1. ¹Department of Neuroscience, University of Florida College of Medicine, Gainesville, Florida, USA
2. ²Powell Gene Therapy Center, McKnight Brain Institute, University of Florida College of Medicine, Gainesville, Florida, USA
3. ³Department of Neurosurgery, University of Florida College of Medicine, Gainesville, Florida, USA
4. ⁴Department of Neurology, University of Wisconsin–Madison, Clinical Science Center, Madison, Wisconsin, USA
5. ⁵Department of Molecular Genetics and Microbiology, University of Florida College of Medicine, Gainesville, Florida, USA

Correspondence: Ronald J. Mandel, Department of Neuroscience, University of Florida College of Medicine, PO Box 100244, Gainesville, Florida 326210-0244, USA. E-mail: rmandel@ufl.edu

Received 22 September 2008; Accepted 25 November 2008; Published online 13 January 2009.

Abstract

Recombinant adeno-associated virus (rAAV) expresses no viral genes after transduction.
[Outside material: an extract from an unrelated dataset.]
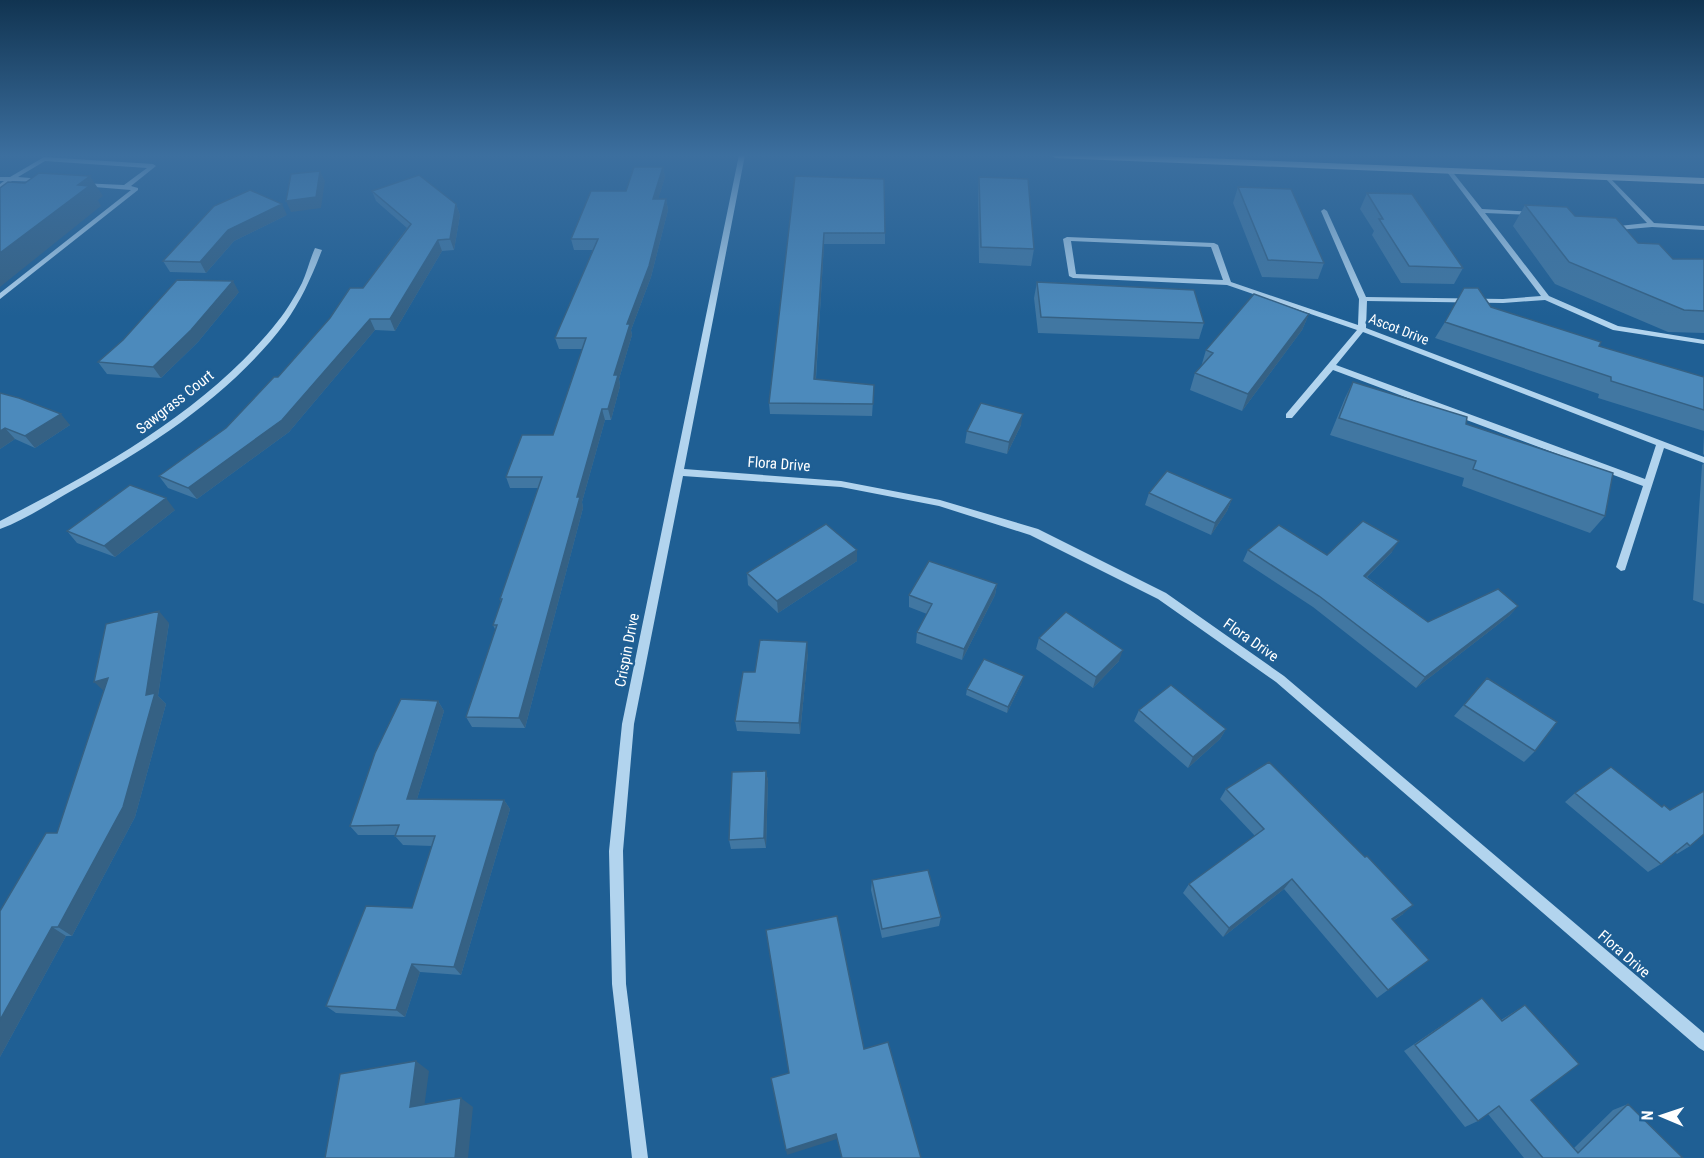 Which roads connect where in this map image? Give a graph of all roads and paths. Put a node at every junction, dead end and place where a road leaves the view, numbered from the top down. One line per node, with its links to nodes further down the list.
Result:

In addition, because the brain is relatively immunoprivileged, intracranial rAAV transduction may be immunologically benign due to a lack of antigen presentation. However, preexposure to AAV allows neutralizing antibodies (nAbs) to block brain transduction and rAAV readministration in the brain leads to an inflammatory response in the second-injection site. In this study, we replicate our striatal rAAV2/2-GDNF readministration results and extend this effect to a second transgene, green fluorescent protein (GFP). Unlike rAAV2/2-GDNF readministration, striatal rAAV2/2-GFP readministration leads to a loss of transgene in the second site in the absence of detectable circulating nAbs. In order to determine whether the transgene or the AAV2 capsid is the antigenic stimulus in brain for the immune response in the second site, we readministered rAAV2/2-GFP using two different rAAV serotypes (rAAV2/2 followed by rAAV2/5). In this case, there was no striatal inflammation or transgene loss detected in the second-injection site. In addition, striatal readministration of rAAV2/5-GFP also resulted in no detectable immune response. Furthermore, delaying rAAV2/2 striatal readministration to a 11-week interval abrogated the immune response in the second-injection site. Finally, while striatal readministration of rAAV2/2 leads to significant loss of transgene in the second-injection site, this effect is not due to loss of vector genomes as determined by quantitative real-time PCR. We conclude that intracellular processing of AAV capsids after transduction is the immunogenic antigen and capsid serotypes that are processed more quickly than rAAV2/2 are less immunogenic.